(What you should do)
Omit the images and reproduce the rest of the entries exactly.

•••••

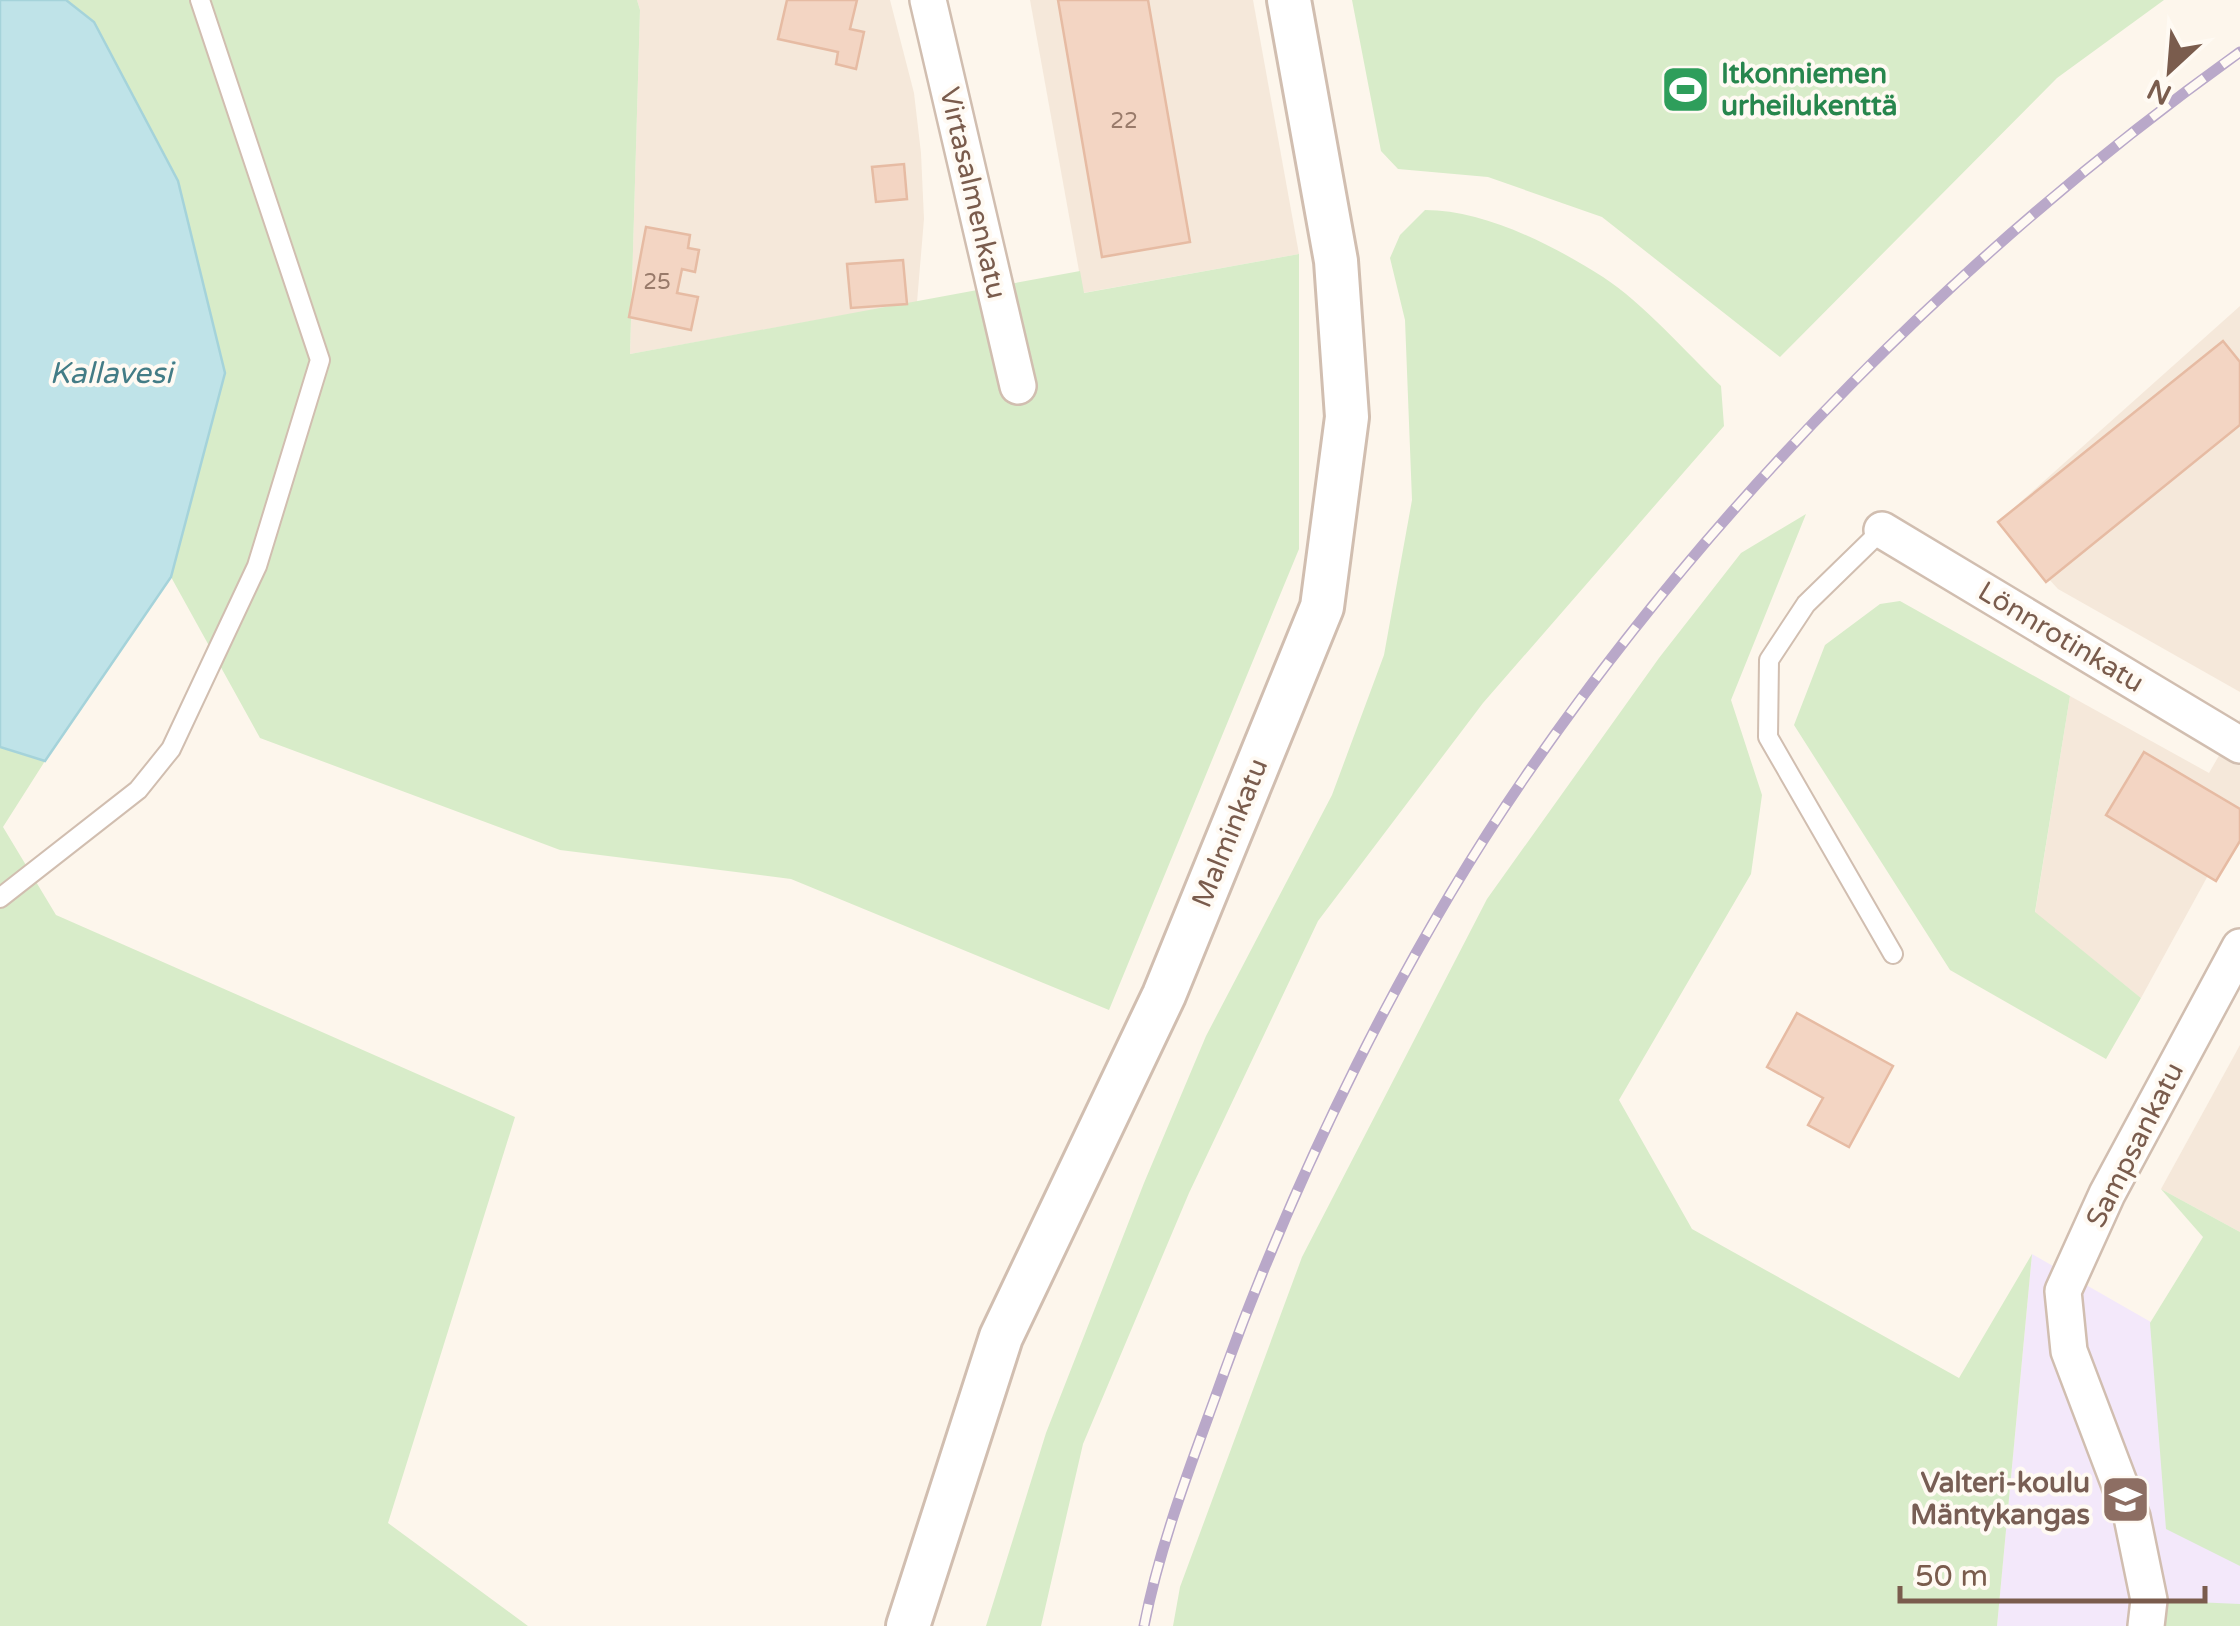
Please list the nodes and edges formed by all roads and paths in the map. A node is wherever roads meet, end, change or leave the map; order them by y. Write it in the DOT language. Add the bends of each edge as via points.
graph roads {
  1 [pos="200,0"];
  2 [pos="928,0"];
  3 [pos="1289,0"];
  4 [pos="1018,386"];
  5 [pos="1882,530"];
  6 [pos="2240,744"];
  7 [pos="0,898"];
  8 [pos="2240,947"];
  9 [pos="1893,954"];
  10 [pos="908,1626"];
  11 [pos="2146,1626"];
  1 -- 7 [label="lane" via="320,360 257,566 171,750 138,790"];
  2 -- 4 [label="street, Virtasalmenkatu"];
  3 -- 10 [label="street, Malminkatu" via="1336,261 1347,416 1322,607 1164,995 1001,1337"];
  5 -- 6 [label="street, Lönnrotinkatu"];
  5 -- 9 [label="lane" via="1806,604 1768,660 1768,737"];
  8 -- 11 [label="street, Sampsankatu" via="2107,1194 2063,1291 2069,1352 2132,1517 2148,1600"];
}
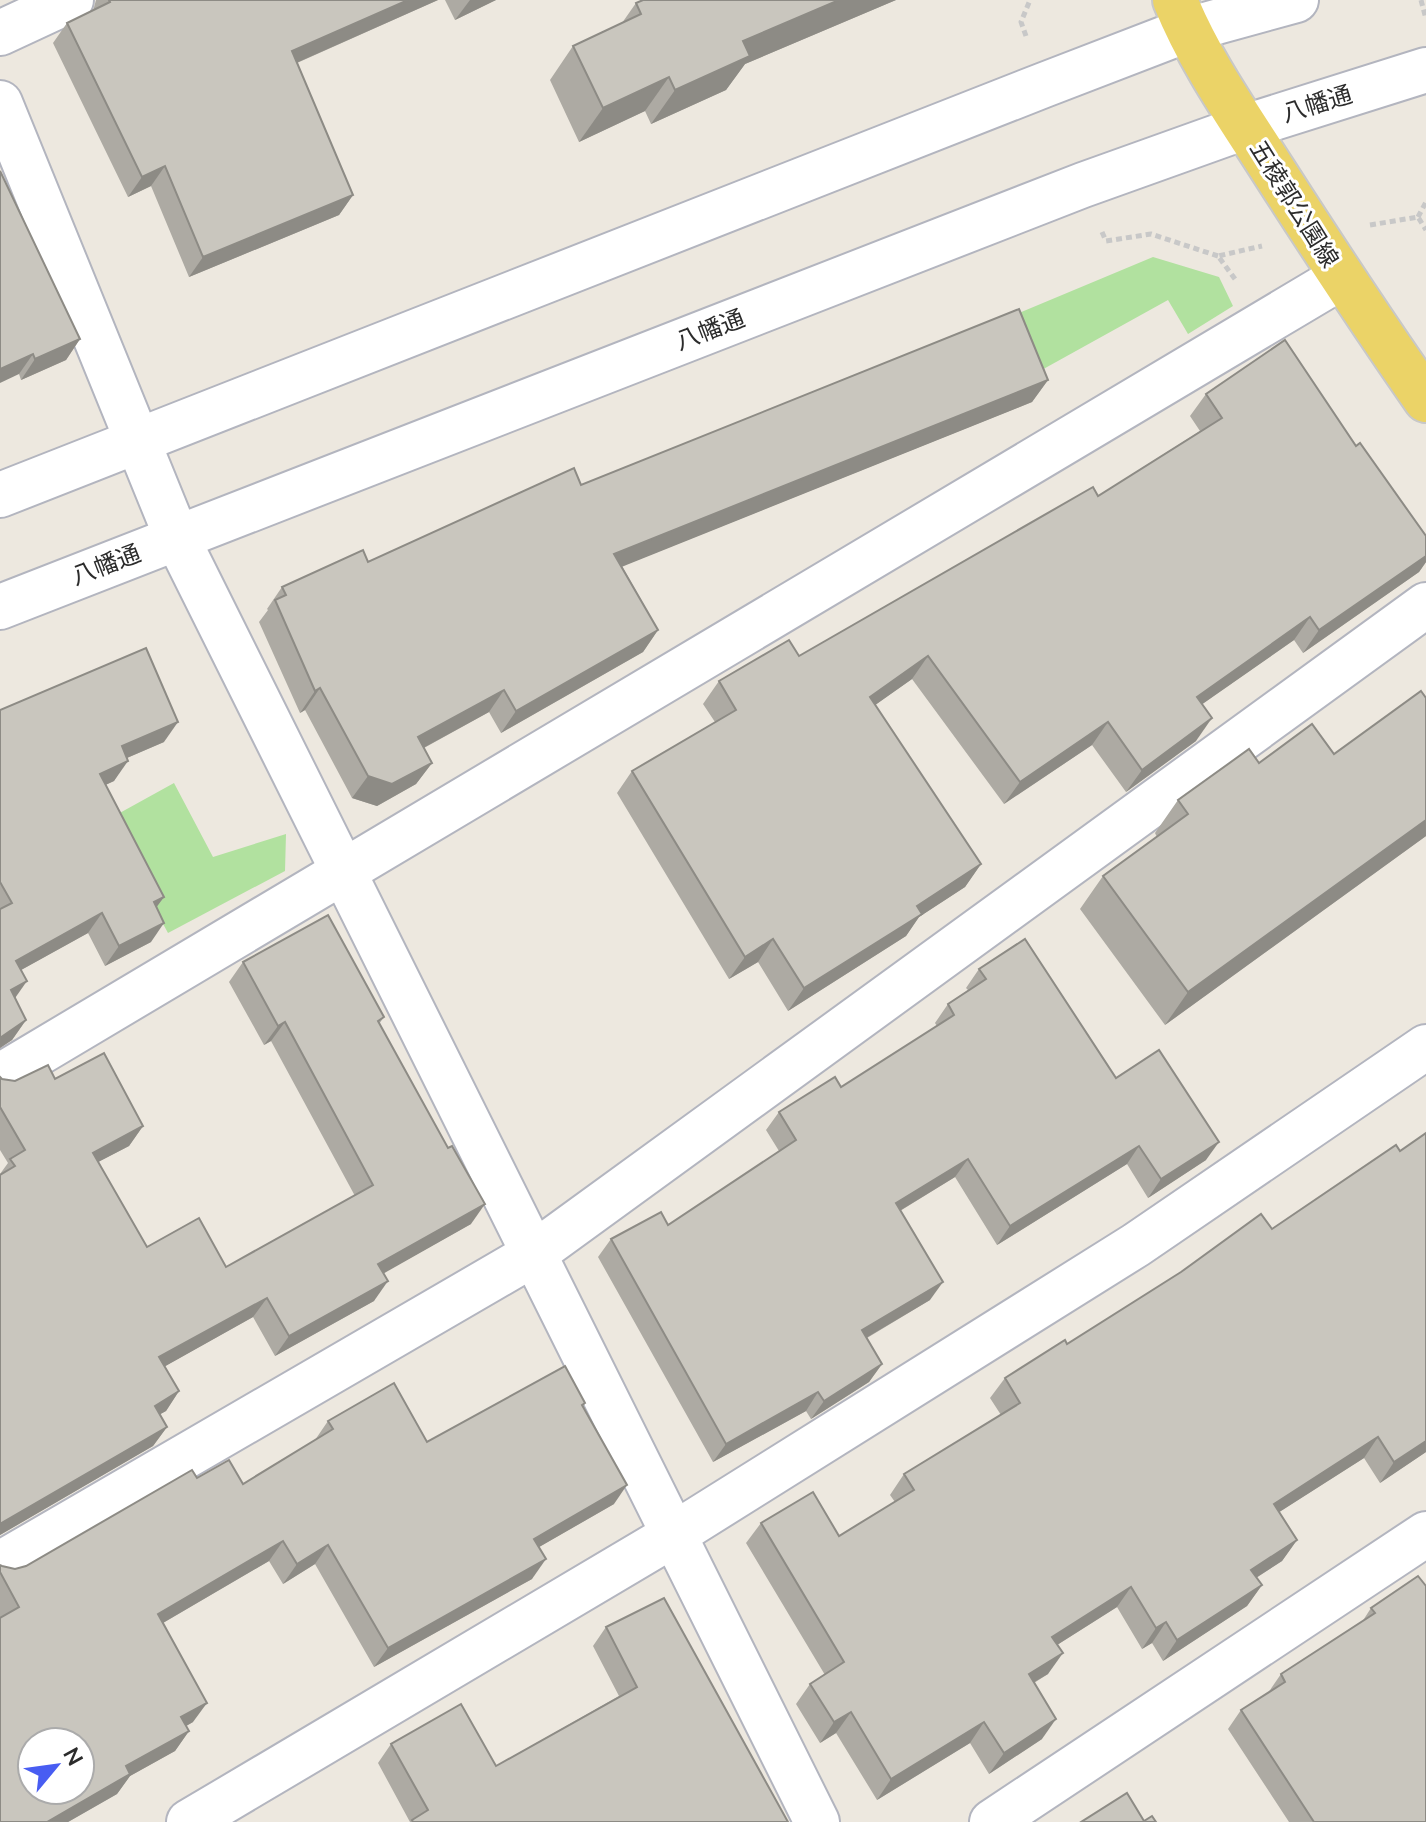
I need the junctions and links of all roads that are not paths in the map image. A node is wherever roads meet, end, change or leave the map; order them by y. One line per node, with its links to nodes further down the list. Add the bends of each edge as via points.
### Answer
1 (71, 0): 4 (street)
2 (1296, 0): 3 (street)
3 (1181, 15): 7 (main road, 五稜郭公園線); 10 (street)
4 (0, 33)
5 (1426, 70): 7 (street, 八幡通)
6 (0, 103): 10 (street)
7 (1245, 127): 8 (main road, 五稜郭公園線); 12 (street, 八幡通)
8 (1340, 278): 9 (main road, 五稜郭公園線); 15 (street)
9 (1426, 400)
10 (137, 440): 11 (street); 12 (street)
11 (0, 495)
12 (177, 538): 14 (street, 八幡通); 15 (street)
13 (1426, 605): 18 (street)
14 (0, 607)
15 (346, 872): 17 (street); 18 (street)
16 (1426, 1047): 20 (street, via 1136,1245)
17 (0, 1076)
18 (532, 1255): 20 (street); 21 (street)
19 (1426, 1534): 24 (street)
20 (673, 1535): 22 (street); 23 (street)
21 (0, 1564)
22 (189, 1822)
23 (817, 1822)
24 (992, 1822)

•••••

(Result of the task)
Please list the nodes and edges formed by all roads and paths in the map. A node is wherever roads meet, end, change or leave the map; order them by y. Write it in the DOT language. Add the bends of each edge as via points.
graph roads {
  1 [pos="200,0"];
  2 [pos="928,0"];
  3 [pos="1289,0"];
  4 [pos="1018,386"];
  5 [pos="1882,530"];
  6 [pos="2240,744"];
  7 [pos="0,898"];
  8 [pos="2240,947"];
  9 [pos="1893,954"];
  10 [pos="908,1626"];
  11 [pos="2146,1626"];
  1 -- 7 [label="lane" via="320,360 257,566 171,750 138,790"];
  2 -- 4 [label="street, Virtasalmenkatu"];
  3 -- 10 [label="street, Malminkatu" via="1336,261 1347,416 1322,607 1164,995 1001,1337"];
  5 -- 6 [label="street, Lönnrotinkatu"];
  5 -- 9 [label="lane" via="1806,604 1768,660 1768,737"];
  8 -- 11 [label="street, Sampsankatu" via="2107,1194 2063,1291 2069,1352 2132,1517 2148,1600"];
}
I need the junctions and links of all roads that are not paths in the map image. A node is wherever roads meet, end, change or leave the map; order them by y. One line per node, with its links to nodes further down the list. Add the bends of each edge as via points.
### Answer
1 (71, 0): 4 (street)
2 (1296, 0): 3 (street)
3 (1181, 15): 7 (main road, 五稜郭公園線); 10 (street)
4 (0, 33)
5 (1426, 70): 7 (street, 八幡通)
6 (0, 103): 10 (street)
7 (1245, 127): 8 (main road, 五稜郭公園線); 12 (street, 八幡通)
8 (1340, 278): 9 (main road, 五稜郭公園線); 15 (street)
9 (1426, 400)
10 (137, 440): 11 (street); 12 (street)
11 (0, 495)
12 (177, 538): 14 (street, 八幡通); 15 (street)
13 (1426, 605): 18 (street)
14 (0, 607)
15 (346, 872): 17 (street); 18 (street)
16 (1426, 1047): 20 (street, via 1136,1245)
17 (0, 1076)
18 (532, 1255): 20 (street); 21 (street)
19 (1426, 1534): 24 (street)
20 (673, 1535): 22 (street); 23 (street)
21 (0, 1564)
22 (189, 1822)
23 (817, 1822)
24 (992, 1822)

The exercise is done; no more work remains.